Stored items:
******************************
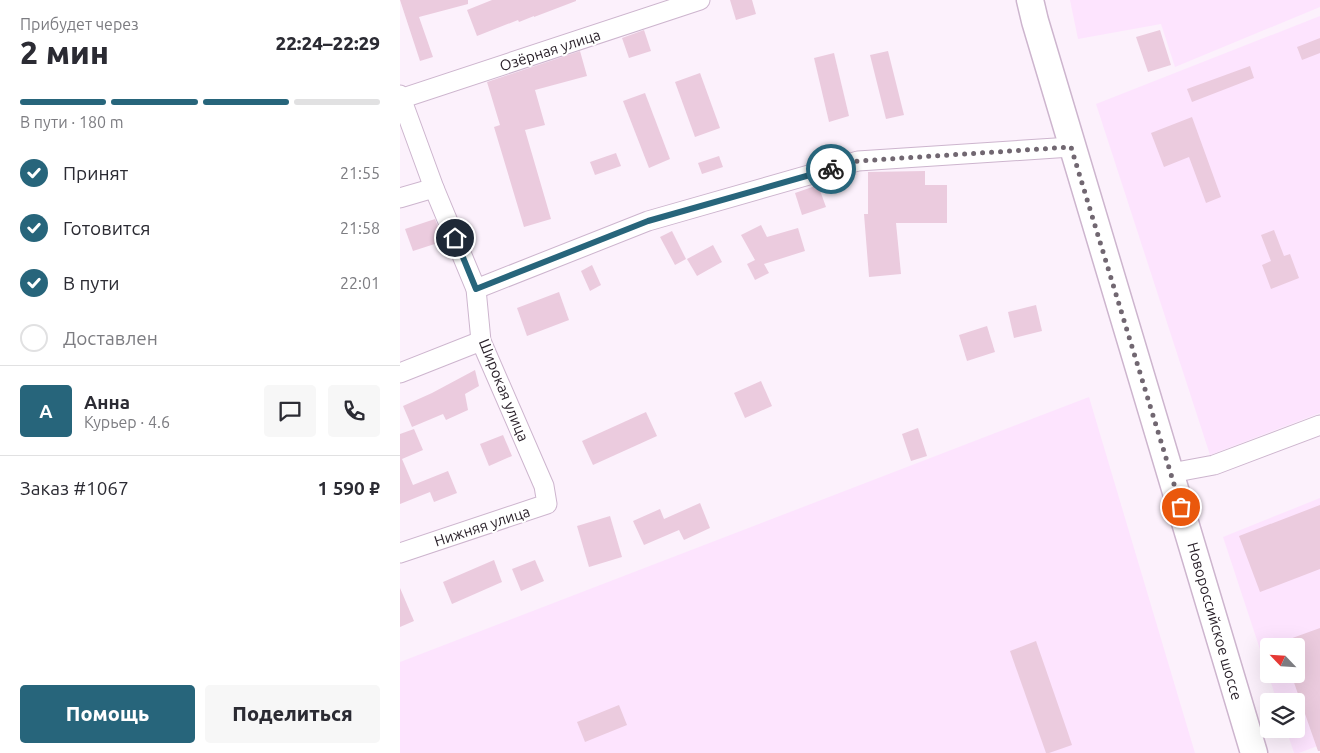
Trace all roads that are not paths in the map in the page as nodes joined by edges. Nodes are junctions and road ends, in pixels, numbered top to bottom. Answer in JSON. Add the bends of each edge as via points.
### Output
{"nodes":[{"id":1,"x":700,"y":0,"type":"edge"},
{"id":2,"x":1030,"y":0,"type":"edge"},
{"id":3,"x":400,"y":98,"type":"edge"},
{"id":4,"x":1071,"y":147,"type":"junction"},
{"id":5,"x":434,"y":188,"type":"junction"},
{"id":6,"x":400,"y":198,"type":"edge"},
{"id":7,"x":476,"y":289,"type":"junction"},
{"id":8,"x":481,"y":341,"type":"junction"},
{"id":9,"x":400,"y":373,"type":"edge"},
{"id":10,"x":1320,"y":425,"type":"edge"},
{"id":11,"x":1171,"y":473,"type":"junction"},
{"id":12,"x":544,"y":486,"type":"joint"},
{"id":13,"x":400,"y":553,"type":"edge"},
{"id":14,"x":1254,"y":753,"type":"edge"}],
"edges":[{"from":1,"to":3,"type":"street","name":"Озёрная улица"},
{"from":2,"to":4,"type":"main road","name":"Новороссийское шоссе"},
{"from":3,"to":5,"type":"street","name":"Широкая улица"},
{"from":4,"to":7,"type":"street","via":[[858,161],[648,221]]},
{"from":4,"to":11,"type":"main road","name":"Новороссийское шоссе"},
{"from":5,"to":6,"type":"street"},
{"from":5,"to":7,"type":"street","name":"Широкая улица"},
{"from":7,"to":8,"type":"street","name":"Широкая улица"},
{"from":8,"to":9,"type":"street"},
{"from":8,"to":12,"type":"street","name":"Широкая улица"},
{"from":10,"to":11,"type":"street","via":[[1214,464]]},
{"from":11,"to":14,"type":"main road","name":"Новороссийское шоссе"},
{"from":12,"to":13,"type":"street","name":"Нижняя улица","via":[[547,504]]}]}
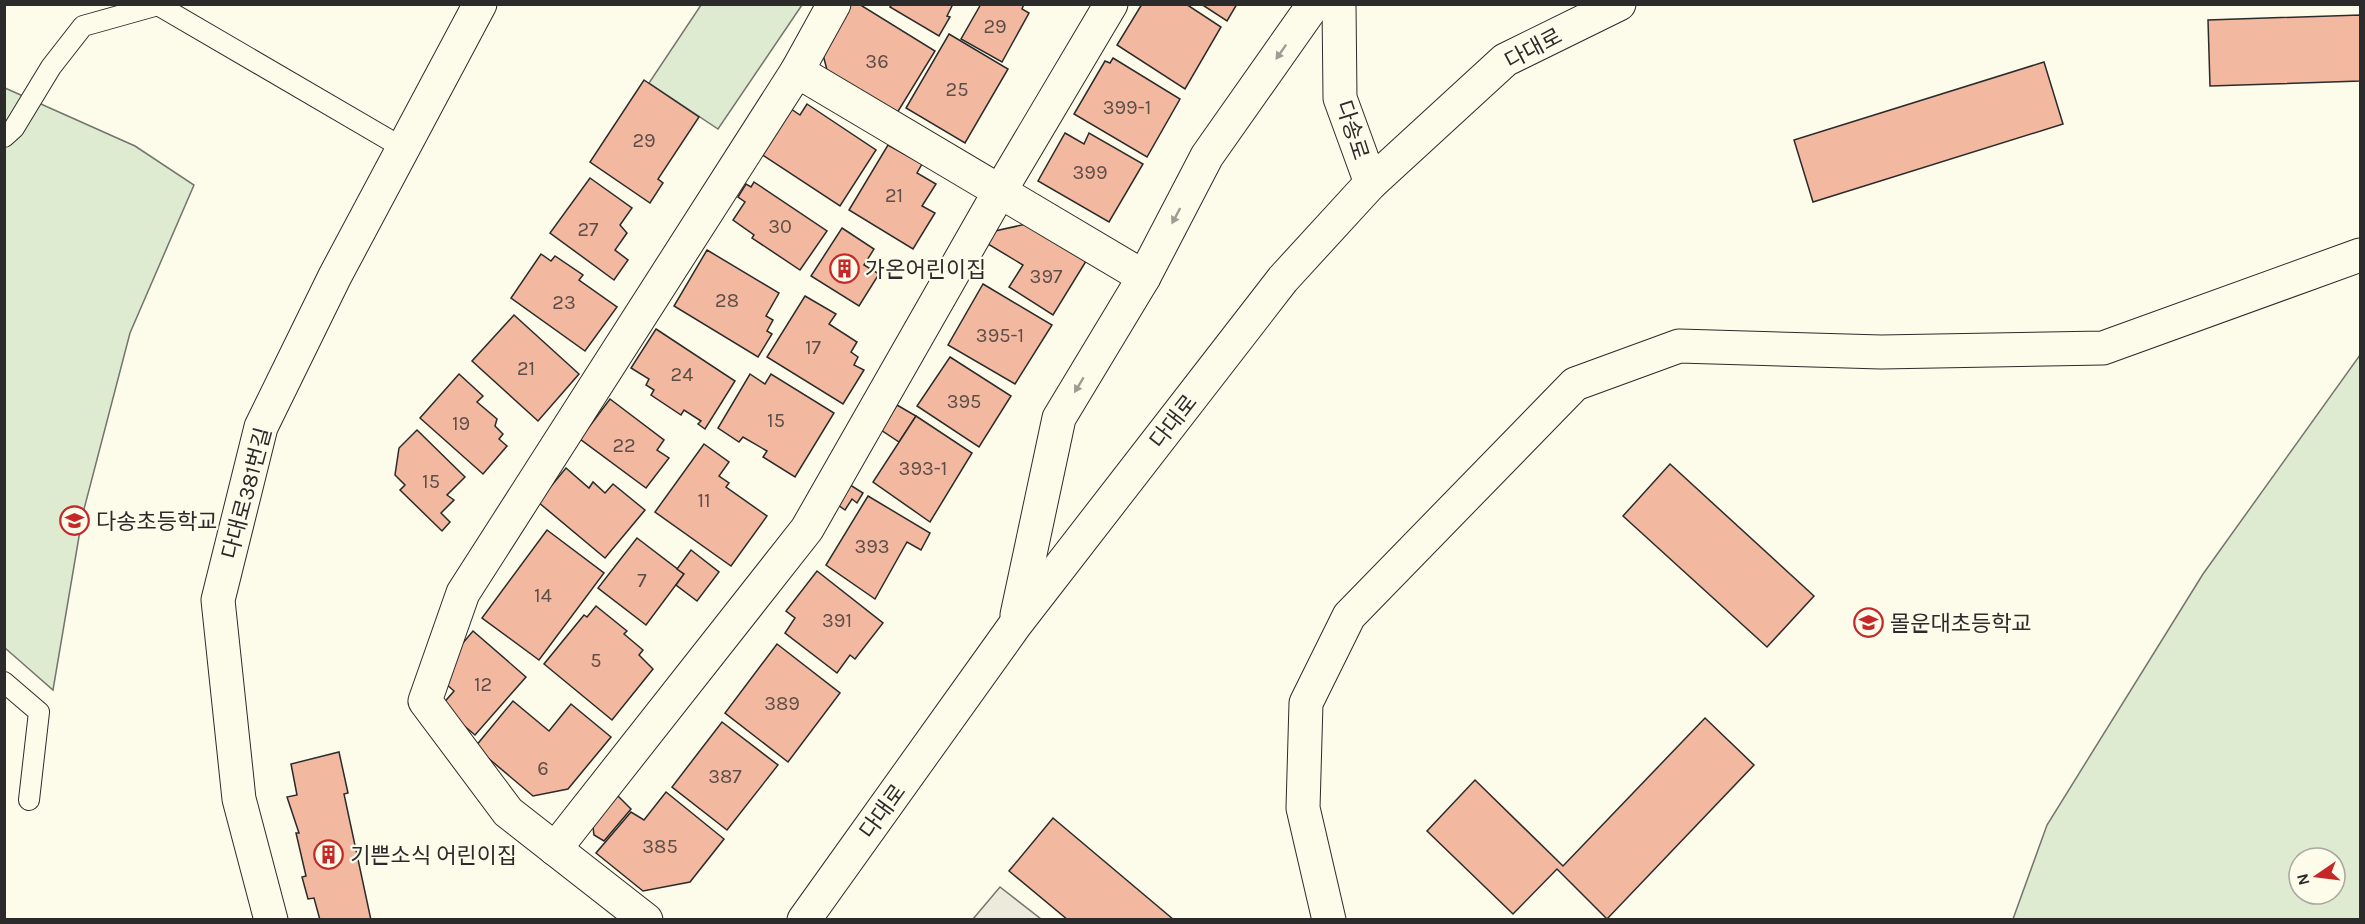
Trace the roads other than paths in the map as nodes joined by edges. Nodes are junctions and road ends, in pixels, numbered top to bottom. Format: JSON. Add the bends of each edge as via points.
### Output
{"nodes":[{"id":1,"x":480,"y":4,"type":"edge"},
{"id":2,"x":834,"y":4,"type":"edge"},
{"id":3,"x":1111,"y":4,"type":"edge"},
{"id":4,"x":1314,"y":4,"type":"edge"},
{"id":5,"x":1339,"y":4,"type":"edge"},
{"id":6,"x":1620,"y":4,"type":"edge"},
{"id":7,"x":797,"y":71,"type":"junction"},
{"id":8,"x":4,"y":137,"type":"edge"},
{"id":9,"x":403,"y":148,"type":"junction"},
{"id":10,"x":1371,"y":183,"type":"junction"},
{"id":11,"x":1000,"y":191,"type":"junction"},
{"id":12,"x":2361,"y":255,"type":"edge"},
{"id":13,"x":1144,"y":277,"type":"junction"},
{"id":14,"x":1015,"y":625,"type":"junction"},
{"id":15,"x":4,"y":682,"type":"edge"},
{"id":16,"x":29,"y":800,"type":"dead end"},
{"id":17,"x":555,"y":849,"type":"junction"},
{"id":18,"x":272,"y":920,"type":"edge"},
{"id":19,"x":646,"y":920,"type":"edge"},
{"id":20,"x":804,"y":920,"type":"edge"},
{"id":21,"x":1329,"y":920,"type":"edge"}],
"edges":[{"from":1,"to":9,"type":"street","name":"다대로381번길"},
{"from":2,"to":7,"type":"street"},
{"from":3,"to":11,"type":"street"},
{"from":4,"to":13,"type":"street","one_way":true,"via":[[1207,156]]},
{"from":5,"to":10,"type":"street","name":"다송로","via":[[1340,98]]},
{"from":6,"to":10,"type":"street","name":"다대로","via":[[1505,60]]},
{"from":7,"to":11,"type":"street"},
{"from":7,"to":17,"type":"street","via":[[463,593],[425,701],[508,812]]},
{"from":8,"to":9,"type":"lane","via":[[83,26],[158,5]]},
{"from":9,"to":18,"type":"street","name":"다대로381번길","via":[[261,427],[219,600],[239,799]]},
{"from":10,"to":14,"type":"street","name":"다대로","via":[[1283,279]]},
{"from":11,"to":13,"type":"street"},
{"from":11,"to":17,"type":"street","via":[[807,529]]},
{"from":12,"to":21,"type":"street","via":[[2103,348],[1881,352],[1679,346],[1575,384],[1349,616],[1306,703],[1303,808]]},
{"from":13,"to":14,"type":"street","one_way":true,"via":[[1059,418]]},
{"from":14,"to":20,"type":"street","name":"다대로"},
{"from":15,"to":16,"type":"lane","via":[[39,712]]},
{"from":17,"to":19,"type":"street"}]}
******************************
* Task item
How many lines in the records hold the string "numbered"? Reply with the number only.

* Finished task
2